Yozgat'ta yapımı devam eden yaklaşık 4 bin kişilik T Tipi Kapalı ve Açık Cezaevinde incelemelerde bulunan Ak Parti Yozgat Milletvekili Yusuf Başer: "Yakın zamanda açılışını yapacağımız, bacasız fabrika gibi çalışacak cezaevinin hayırlı olmasını diliyorum." dedi. Bu yeni cezaevinin mahkûm kapasitesinin daha fazla ve maliyetinin yaklaşık 110 milyon lira olacağını belirten vekil, cezaevi müdürleri ve diğer personelin hali hazırda atandığını, bir taraftan da infaz memurları alımının sürdüğünü, cezaevi güvenliğinin sağlanması için bir tabur asker bulunacağını ve yapımı bittiğinde Yozgat ekonomisine, esnafına da ciddi anlamda katkısı olacağını" (1) müjdeledi. Sanırsınız modern teknolojilerle donatılmış bir fabrikanın tanıtımı yapılıyor.

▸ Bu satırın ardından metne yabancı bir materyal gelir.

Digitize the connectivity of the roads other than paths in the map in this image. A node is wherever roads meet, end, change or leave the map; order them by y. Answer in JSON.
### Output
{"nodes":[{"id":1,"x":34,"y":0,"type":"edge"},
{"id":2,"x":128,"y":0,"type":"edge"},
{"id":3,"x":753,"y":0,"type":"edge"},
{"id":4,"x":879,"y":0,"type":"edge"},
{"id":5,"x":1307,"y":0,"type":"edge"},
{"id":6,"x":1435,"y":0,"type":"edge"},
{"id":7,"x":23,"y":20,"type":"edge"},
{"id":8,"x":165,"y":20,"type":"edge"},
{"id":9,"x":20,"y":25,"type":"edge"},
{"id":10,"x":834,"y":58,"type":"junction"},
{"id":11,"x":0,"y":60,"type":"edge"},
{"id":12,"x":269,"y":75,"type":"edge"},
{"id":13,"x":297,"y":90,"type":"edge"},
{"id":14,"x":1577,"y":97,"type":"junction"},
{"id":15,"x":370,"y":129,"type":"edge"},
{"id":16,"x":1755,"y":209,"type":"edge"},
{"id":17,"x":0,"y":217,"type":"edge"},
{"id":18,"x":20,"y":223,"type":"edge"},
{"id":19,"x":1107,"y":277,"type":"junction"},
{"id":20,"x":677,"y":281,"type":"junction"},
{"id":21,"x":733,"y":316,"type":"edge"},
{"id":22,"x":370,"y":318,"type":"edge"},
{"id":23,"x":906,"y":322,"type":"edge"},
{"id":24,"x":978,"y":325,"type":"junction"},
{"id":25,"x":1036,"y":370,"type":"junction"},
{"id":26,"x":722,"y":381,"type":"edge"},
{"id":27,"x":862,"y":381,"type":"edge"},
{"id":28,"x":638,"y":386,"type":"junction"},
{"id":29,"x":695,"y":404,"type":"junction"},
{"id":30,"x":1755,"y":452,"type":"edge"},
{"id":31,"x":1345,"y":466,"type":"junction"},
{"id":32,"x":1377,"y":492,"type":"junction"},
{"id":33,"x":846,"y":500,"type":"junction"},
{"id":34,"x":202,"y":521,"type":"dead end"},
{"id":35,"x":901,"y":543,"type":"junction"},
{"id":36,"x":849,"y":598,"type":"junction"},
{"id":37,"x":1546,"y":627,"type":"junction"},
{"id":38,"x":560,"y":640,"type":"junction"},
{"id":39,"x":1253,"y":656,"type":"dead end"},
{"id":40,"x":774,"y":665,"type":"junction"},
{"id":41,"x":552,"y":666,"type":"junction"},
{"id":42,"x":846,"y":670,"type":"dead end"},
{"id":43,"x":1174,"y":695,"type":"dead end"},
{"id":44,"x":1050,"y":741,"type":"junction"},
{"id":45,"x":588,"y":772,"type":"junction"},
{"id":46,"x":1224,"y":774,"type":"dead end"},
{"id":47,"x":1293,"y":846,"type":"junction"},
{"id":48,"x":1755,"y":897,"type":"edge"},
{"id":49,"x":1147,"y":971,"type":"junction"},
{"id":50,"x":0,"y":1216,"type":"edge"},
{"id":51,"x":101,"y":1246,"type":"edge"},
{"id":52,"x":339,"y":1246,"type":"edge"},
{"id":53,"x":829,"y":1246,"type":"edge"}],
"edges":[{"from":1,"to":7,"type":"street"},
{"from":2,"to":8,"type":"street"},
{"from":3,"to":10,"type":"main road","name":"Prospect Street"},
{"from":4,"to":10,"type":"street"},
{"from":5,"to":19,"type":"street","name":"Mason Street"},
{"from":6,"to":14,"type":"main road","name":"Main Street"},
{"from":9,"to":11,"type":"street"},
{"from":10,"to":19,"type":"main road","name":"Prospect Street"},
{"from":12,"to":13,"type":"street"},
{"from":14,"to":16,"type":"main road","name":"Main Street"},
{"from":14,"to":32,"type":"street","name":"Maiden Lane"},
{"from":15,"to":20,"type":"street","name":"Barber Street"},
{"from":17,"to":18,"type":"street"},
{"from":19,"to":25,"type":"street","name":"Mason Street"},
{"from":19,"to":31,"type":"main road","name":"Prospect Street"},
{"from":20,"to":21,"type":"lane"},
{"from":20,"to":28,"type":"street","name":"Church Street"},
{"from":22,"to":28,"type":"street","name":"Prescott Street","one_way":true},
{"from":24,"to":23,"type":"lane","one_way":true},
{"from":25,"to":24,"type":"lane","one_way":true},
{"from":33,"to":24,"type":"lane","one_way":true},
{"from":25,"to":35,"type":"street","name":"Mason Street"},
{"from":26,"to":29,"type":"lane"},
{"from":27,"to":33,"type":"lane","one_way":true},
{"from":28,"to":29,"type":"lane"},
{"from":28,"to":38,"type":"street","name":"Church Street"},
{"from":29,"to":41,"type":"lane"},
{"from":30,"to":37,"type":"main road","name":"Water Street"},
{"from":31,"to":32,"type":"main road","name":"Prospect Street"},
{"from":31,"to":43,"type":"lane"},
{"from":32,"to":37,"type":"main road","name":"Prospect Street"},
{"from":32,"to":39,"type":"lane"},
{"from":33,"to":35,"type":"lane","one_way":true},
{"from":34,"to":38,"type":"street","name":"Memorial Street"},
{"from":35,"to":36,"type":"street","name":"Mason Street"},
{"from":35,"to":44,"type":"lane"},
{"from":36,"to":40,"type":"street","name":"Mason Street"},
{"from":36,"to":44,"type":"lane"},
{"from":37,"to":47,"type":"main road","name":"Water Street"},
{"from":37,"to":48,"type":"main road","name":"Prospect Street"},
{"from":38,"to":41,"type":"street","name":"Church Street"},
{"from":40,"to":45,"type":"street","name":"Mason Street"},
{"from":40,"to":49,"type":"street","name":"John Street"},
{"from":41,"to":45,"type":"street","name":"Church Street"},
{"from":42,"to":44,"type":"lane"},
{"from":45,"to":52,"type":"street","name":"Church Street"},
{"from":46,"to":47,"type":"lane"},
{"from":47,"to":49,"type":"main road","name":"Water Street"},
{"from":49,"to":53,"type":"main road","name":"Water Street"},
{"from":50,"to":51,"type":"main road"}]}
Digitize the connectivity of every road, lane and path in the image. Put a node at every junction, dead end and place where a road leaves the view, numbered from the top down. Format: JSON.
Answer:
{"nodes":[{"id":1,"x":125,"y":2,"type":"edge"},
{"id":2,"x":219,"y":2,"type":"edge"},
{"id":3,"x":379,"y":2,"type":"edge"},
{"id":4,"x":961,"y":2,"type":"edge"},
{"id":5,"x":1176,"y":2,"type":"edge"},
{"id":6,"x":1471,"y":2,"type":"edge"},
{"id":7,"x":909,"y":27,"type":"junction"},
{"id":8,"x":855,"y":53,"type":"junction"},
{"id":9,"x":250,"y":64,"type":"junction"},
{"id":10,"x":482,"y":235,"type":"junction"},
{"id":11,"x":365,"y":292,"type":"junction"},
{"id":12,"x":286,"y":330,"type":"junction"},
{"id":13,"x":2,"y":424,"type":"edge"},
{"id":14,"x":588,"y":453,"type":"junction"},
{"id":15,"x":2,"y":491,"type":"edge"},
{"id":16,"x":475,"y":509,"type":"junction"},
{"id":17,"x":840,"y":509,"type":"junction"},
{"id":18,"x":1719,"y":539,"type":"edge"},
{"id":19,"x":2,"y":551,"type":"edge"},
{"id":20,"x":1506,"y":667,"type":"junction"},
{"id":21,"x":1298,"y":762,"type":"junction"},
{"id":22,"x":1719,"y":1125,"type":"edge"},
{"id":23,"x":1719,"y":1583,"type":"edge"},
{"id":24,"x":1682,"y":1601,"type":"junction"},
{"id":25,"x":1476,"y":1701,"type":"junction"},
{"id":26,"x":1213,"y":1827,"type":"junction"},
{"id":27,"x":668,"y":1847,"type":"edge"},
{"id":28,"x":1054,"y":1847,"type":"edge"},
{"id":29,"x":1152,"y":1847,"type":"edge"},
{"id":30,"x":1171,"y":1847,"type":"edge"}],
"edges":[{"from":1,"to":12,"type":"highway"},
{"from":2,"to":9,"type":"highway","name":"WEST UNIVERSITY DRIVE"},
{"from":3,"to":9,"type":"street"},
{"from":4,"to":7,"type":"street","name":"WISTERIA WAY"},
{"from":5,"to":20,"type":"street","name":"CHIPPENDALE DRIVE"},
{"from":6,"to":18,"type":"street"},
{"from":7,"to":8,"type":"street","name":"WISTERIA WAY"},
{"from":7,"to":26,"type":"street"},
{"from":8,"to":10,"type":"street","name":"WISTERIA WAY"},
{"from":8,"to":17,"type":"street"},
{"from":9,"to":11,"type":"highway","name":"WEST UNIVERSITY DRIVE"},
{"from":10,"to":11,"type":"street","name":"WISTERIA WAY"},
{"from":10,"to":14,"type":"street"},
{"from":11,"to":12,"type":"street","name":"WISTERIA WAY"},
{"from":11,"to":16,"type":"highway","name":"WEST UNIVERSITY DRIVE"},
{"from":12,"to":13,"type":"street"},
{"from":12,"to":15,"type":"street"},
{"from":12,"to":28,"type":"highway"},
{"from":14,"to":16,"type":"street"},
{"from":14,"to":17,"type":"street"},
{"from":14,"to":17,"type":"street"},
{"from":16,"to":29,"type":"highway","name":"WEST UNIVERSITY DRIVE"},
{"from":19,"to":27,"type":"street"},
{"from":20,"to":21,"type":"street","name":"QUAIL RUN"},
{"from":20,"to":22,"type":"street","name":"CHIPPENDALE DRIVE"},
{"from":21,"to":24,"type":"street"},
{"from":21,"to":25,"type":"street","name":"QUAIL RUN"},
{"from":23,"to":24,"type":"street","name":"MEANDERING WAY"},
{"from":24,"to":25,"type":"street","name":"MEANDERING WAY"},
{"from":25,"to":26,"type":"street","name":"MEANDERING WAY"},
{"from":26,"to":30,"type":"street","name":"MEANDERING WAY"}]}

CEZAEVLERİ: EŞİTSİZ, ADALETSİZ TOPLUMLARIN GERÇEĞİ

Toplumsal sınıf, inanç, cinsiyet eşitsizliği ve etnik ötekileştirmenin yaygın bir biçimde yaşandığı, sosyal adaletin ve barışın bir türlü kurulamadığı, Cumhuriyet tarihinin her gününün üçte birinin sıkıyönetimler ve OHAL’lerle geçirildiği, dört askeri darbe ve darbe girişiminin yapıldığı ve bu dönemlerde kısıtlanmış burjuva demokrasisinin dahi askıya alındığı, resmi verilere göre 300 bine yakın hükümlü ve tutuklunun bulunduğu, sadece 70 bin öğrencinin içinde tutulduğunun ileri sürüldüğü (2) cezaevlerinin işlevinin ne olduğunu tartışmaya gerek yok.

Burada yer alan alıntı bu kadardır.